Simplistically, a Limited Partner could invest in, say, an equity index that generates a 6% annual return. By investing in a private equity fund, Limited Partners take on higher-than-market risk and want a minimum rate of return (hurdle rate) before sharing profits with the General Partner.
Assume a fund with a 10% hurdle rate and a 20% carry. When the fund makes a profit, it is first allocated so each Limited Partner receives its cumulative IRR of 10% on contributed and un-returned capital. Next, 80% of all remaining profit is allocated to partners (proportional to their respective capital commitments) and 20% is allocated to the General Partner. The General Partner typically has a 100% “catch-up” allocation on carried interest.
Floors
Some funds are structured with a “floor” where carried interest is only allocated on investments where net profits exceed the hurdle rate. There is no General Partner “catch-up” provision, and this approach, not surprisingly, is strongly resisted by General Partners.
Who Keeps Carry?
In reality, very few private equity teams get full dibs on their carry. Retired partners often get a share of carry for a certain period after they retire as part of a buyout of their equity in the firm.

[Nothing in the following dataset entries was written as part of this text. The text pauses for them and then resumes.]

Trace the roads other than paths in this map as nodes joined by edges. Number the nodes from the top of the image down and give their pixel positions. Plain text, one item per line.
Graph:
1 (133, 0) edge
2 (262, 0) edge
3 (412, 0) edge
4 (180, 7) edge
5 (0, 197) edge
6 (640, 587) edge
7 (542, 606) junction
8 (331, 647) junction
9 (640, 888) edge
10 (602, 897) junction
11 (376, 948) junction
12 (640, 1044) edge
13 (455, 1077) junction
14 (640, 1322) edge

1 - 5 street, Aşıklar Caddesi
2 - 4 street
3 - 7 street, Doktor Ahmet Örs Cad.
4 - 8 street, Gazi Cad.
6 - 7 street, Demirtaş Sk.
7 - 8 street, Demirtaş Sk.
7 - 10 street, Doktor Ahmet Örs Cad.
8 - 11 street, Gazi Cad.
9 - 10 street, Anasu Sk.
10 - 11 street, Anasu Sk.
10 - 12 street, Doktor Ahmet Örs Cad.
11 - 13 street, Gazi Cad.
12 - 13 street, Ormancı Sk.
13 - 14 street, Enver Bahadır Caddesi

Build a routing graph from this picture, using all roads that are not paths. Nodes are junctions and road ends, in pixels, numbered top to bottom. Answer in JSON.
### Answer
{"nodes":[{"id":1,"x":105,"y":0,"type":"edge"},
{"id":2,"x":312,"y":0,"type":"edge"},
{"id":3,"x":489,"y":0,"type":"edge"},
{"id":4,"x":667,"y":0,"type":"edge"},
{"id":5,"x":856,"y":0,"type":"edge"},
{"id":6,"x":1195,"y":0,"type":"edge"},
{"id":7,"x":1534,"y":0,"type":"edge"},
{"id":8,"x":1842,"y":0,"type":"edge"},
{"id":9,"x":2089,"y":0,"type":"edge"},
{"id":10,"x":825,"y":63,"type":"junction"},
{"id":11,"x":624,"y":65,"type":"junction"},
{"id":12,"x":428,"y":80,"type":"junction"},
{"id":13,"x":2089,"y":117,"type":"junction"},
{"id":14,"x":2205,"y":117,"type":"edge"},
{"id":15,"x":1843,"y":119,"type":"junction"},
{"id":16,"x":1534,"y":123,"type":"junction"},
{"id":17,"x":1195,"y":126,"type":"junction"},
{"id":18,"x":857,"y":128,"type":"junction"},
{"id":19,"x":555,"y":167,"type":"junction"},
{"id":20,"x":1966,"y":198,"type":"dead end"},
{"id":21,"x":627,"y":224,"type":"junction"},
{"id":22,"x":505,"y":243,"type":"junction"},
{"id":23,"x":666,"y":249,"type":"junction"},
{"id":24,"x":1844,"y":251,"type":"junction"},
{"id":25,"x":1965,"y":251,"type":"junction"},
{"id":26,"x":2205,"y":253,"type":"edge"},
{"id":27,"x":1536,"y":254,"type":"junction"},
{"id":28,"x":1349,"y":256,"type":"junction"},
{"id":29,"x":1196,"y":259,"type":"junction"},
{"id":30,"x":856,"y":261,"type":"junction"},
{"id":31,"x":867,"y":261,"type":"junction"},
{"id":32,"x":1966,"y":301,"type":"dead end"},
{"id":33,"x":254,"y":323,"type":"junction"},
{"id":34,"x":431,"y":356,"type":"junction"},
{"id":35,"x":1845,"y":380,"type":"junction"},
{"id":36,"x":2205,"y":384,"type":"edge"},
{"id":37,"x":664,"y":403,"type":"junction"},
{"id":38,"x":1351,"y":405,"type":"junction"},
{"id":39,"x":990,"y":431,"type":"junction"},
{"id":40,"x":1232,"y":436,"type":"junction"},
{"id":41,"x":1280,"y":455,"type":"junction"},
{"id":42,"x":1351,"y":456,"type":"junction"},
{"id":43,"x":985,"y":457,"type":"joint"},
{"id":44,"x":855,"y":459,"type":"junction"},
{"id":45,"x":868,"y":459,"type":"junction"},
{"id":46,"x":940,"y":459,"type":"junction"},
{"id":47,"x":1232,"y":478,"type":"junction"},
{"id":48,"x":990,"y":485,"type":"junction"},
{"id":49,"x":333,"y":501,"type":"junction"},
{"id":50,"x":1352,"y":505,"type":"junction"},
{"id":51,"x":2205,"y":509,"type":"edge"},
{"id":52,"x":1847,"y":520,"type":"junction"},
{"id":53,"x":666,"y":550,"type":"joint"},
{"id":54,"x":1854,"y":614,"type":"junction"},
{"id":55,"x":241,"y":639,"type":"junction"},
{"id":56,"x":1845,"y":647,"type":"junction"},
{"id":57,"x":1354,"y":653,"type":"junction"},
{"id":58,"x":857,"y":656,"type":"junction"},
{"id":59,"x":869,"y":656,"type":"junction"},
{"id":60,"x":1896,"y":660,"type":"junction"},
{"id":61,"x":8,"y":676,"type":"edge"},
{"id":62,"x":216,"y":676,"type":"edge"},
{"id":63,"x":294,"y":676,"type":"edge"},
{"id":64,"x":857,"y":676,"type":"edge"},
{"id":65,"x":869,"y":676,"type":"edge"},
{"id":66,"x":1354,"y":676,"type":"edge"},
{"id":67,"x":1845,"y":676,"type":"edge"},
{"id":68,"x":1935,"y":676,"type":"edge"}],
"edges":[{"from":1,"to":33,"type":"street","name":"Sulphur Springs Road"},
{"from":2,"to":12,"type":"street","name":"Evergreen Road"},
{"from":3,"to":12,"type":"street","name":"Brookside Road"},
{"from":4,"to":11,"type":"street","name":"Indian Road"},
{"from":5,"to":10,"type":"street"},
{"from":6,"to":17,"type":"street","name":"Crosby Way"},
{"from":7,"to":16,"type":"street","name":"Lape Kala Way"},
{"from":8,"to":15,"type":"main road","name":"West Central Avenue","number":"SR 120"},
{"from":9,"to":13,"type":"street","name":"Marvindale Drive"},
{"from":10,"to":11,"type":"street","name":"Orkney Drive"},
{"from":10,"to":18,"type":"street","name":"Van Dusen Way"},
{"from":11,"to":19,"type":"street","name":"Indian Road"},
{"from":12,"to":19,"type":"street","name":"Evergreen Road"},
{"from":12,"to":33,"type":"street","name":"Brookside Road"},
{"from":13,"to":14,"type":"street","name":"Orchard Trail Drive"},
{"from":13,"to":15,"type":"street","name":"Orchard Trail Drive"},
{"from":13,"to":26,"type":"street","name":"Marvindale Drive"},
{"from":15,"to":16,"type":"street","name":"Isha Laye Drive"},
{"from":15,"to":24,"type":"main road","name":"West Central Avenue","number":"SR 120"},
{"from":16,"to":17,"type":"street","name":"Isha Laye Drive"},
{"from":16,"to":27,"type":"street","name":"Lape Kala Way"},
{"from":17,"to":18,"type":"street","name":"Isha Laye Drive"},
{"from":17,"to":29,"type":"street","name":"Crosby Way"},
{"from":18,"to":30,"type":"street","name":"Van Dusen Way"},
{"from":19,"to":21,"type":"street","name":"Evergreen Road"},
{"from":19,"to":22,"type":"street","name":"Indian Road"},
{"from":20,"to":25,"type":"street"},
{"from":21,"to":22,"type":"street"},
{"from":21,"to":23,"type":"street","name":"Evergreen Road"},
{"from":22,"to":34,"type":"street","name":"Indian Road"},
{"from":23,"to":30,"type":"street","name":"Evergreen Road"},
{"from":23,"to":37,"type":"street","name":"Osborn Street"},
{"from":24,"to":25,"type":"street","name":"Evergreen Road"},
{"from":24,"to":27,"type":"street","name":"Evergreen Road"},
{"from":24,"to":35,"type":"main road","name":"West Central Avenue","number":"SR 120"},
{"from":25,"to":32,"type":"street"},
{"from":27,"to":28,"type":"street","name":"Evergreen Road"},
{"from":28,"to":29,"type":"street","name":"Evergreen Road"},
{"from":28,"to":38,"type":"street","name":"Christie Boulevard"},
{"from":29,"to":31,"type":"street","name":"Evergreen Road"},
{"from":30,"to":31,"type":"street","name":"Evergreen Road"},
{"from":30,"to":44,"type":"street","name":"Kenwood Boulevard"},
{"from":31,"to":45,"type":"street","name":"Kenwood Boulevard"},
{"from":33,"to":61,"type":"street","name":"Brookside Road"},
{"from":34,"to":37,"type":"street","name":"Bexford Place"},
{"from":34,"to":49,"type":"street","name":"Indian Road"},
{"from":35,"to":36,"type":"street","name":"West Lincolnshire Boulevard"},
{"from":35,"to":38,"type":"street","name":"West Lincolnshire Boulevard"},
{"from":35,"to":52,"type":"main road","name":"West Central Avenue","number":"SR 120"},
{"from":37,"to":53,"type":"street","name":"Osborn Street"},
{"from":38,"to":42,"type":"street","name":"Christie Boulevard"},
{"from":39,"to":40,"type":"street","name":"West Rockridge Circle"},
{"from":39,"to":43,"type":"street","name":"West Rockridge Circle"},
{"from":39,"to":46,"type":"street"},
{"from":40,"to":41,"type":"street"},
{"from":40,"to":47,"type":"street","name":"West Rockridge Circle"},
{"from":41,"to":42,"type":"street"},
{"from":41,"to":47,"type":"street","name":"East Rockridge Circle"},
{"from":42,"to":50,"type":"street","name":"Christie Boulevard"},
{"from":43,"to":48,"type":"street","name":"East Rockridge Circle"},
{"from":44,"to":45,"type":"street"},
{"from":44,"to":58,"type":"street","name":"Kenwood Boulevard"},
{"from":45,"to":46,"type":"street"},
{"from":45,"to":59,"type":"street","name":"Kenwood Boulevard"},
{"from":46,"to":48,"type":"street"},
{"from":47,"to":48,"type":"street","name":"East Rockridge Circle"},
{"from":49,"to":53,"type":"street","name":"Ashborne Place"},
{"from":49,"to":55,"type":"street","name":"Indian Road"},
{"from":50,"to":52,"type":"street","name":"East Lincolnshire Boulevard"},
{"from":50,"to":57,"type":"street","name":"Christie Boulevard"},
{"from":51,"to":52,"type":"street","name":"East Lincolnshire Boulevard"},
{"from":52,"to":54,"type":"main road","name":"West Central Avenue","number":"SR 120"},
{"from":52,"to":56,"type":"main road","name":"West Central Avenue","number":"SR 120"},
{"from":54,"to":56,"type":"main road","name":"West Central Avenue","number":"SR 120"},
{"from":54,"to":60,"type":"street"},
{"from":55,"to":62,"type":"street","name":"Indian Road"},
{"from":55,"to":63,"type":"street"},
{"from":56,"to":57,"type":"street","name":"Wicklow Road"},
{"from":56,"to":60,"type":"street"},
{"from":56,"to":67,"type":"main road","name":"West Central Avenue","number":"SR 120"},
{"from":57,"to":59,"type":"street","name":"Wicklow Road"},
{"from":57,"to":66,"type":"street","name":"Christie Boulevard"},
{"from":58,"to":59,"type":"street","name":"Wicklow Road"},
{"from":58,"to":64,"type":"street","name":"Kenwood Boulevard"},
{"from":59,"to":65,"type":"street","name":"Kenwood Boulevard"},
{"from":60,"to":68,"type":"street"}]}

Private equity firms that are either spun out, have minority shareholders, or are owned by a parent company, often pay a significant chunk (10% to 50%) of carry to their old or existing owners.?
Escrow and Claw-Back
Many investors demand escrow and “claw-back” arrangements so early over-payments can be returned if the fund underperforms as a whole. Practically speaking, though, claw-backs are difficult to enforce, especially if carry recipients have either left the firm or suffered major financial setbacks such as investing their carry in shares that subsequently collapsed or using carry to pay off a divorce settlement.